Usut Beredarnya Makanan Haram

Suara Konsumen, Sabtu, 4 April 2009 (Surabaya Post)

Baru-baru ini masyarakat di Kota Bogor dan Bandung digegerkan penemuan makanan abon dan dendeng daging babi hutan (celeng) yang dijual pedagang tradisional. Ternyata, setelah ditelusuri lebih jauh, makanan serupa juga beredar di wilayah Jawa Tengah dan Jawa Timur, tak terkecuali di Malang.

Beredarnya makanan haram menandakan perlindungan terhadap warga muslim yang menjadi mayoritas penduduk Indonesia sangat lemah. Buktinya, kasus yang terjadi bukan hanya terjadi sekali atau dua kali, tetapi sudah sering mencuat di masyarakat tanpa pernah ada proses hukum atas pelakunya.

Lebih ironis lagi dan menjadi perdebatan adalah bungkusan abon maupun dendeng yang ditemukan konsumen dari pedagang tertulis label daging sapi dan berlogo makanan halal demi menyamarkan agar tak terditeksi. Sehingga bisa dikatakan telah terjadi upaya penipuan sistematis agar masyarakat tertipu untuk mengonsumsinya.
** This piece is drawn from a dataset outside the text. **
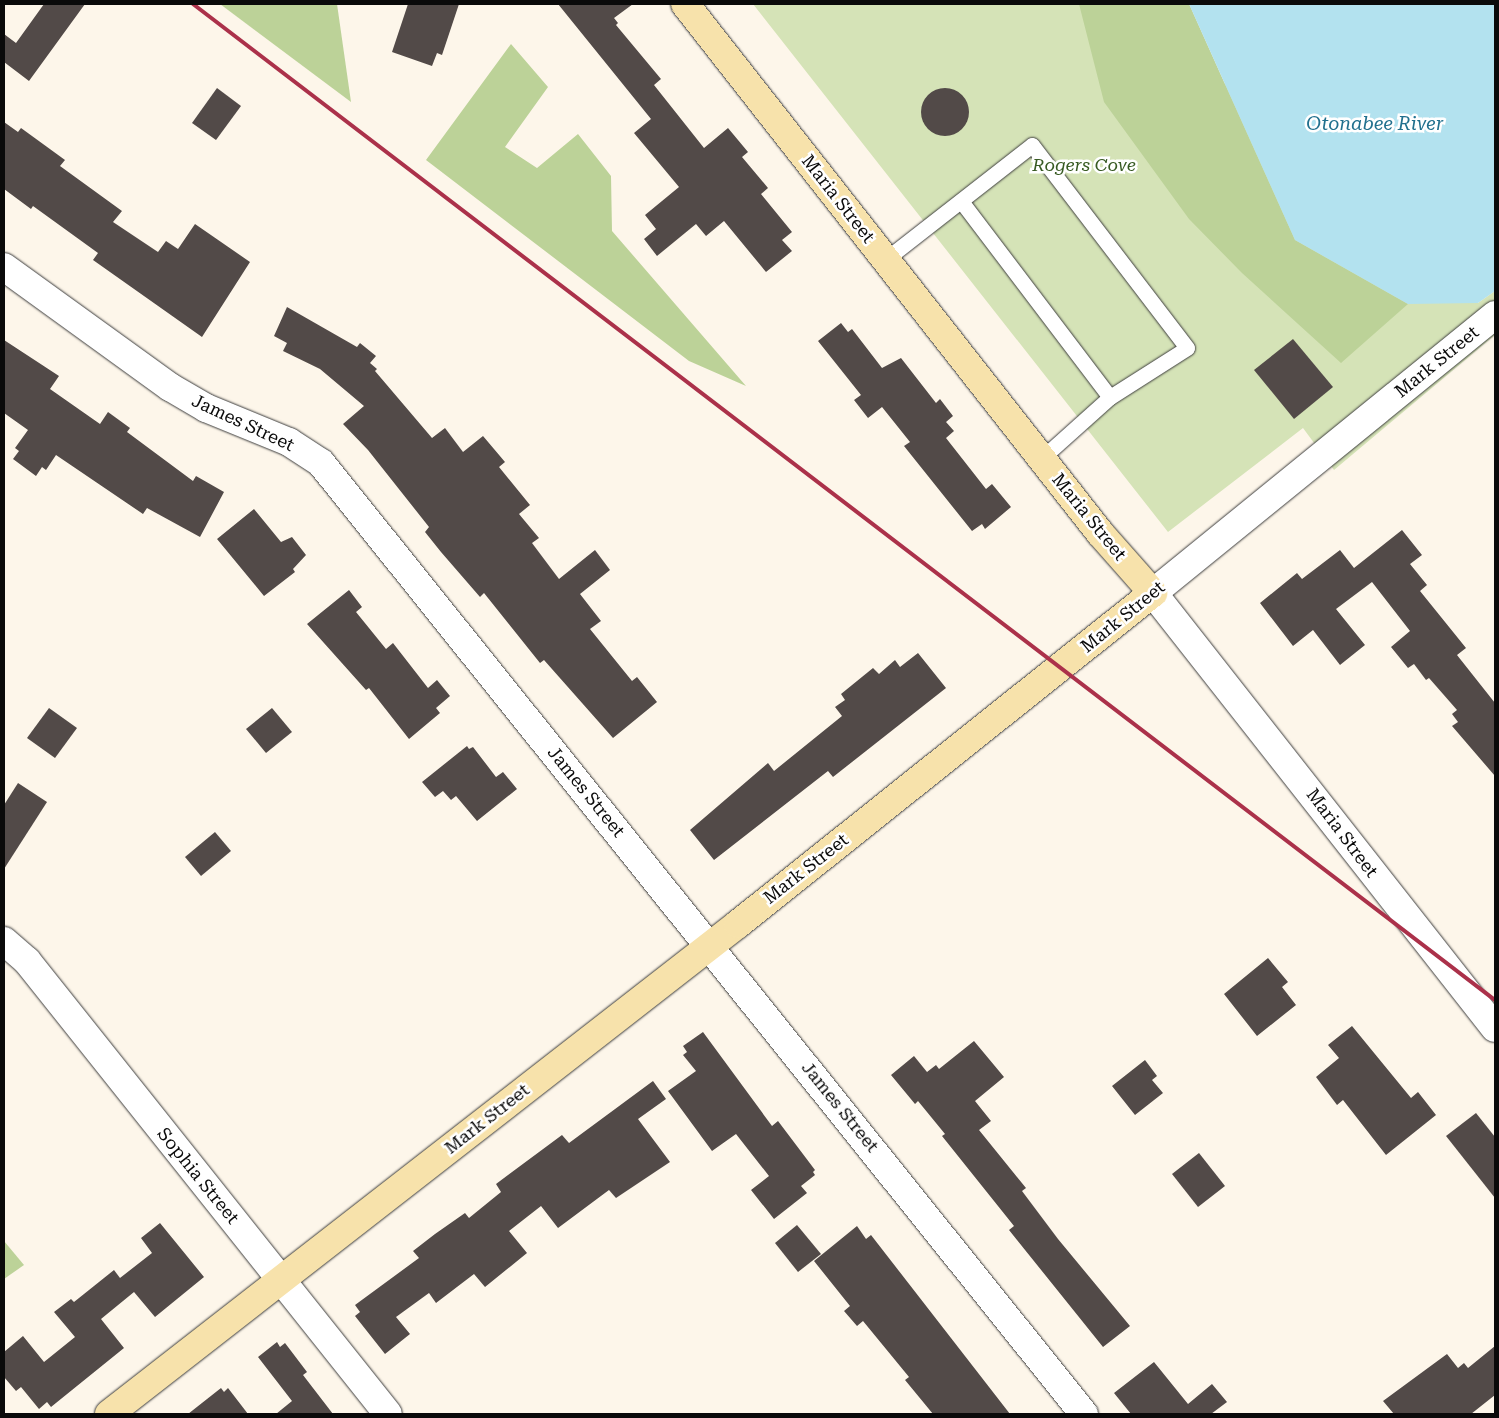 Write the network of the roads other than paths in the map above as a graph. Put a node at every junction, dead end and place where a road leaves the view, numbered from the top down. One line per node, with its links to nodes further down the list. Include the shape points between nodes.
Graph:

Untuk itu, masyarakat wajib mengembangkan sikap waspada supaya tak salah dalam membeli jenis makanan tertentu yang ternyata termasuk makanan yang diharamkan agama. Pasalnya, kecerobohan konsumen kadang sering menjadi penyebab utama dalam pembelian barang makanan yang sebenarnya tak layak konsumsi. Karena tergiur embel-embel harga murah atau mendapat lebih banyak dari harga jual normal, banyak masyarakat tergiur membeli abon maupun dendeng. Dan tak adanya sikap kritis itu lah yang membuat masyarakat salah mengonsumsi makanan haram.

Berkaca dari itu, pemerintah harus mengupayakan perlindungan bagi umat Islam yang selama ini mengharamkan daging babi. Karena menurut Ketua Yayasan Lembaga Konsumen Indonesia (YLKI) Husna Zahir, terjadinya penemuan daging babi di pasaran akibat  pemerintah daerah (pemda) yang bertugas sebagai pengawas peredaran makanan kurang menjalankan tugas secara rutin. Sehingga sering kecolongan dengan beredarnya makanan yang tak sesuai standar  dan layak konsumsi masyarakat.

Jangan seperti kebijakan selama ini, di mana pemda hanya melakukan langkah reaktif setelah makanan beredar dan menarik barang yang ada di pedagang setelah menjadi polemik di masyarakat. Karena jika itu saja tak cukup dan malah menandakan penanganan masalah cuma sepotong dan tak komprehensip. Ada pun melakukan razia juga setali tiga uang. Sehingga yang diperlukan adalah pengawasan ketat supaya kelak tak terulang kembali dan masyarakat tak dirugikan lagi.

Di samping itu, pihak kepolisian juga harus mengusut tuntas kasus tersebut agar diketahui siapa produsen dan pengedar yang telah menipu masyarakat. Pelaku wajib dihukum berat atas perbuatannya yang telah membuat banyak kesalahan, seperti pemalsuan uji laboratorium oleh Badan POM dan pemasangan logo halal yang menjadi ranah MUI, serta memproduksi barang yang tak boleh diedarkan secara luas. Sehingga dengan melihat banyaknya unsur pelanggaran yang dilakukan, mala pelaku wajib dijerat dengan banyak pasal untuk mempertanggungjawabkan perbuatannya yang demi mereguk keuntungan pribadi sampai mengorbankan umat Islam.

Karena itu, upaya menjebloskan ke penjara dan menghukum seberat-beratnya bisa jadi setidaknya akan menenangkan masyarakat. Dan pabrik yang menjadi tempat pembuatan makanan juga tak ditutup sebagaimana mestinya agar masyarakat tak resah.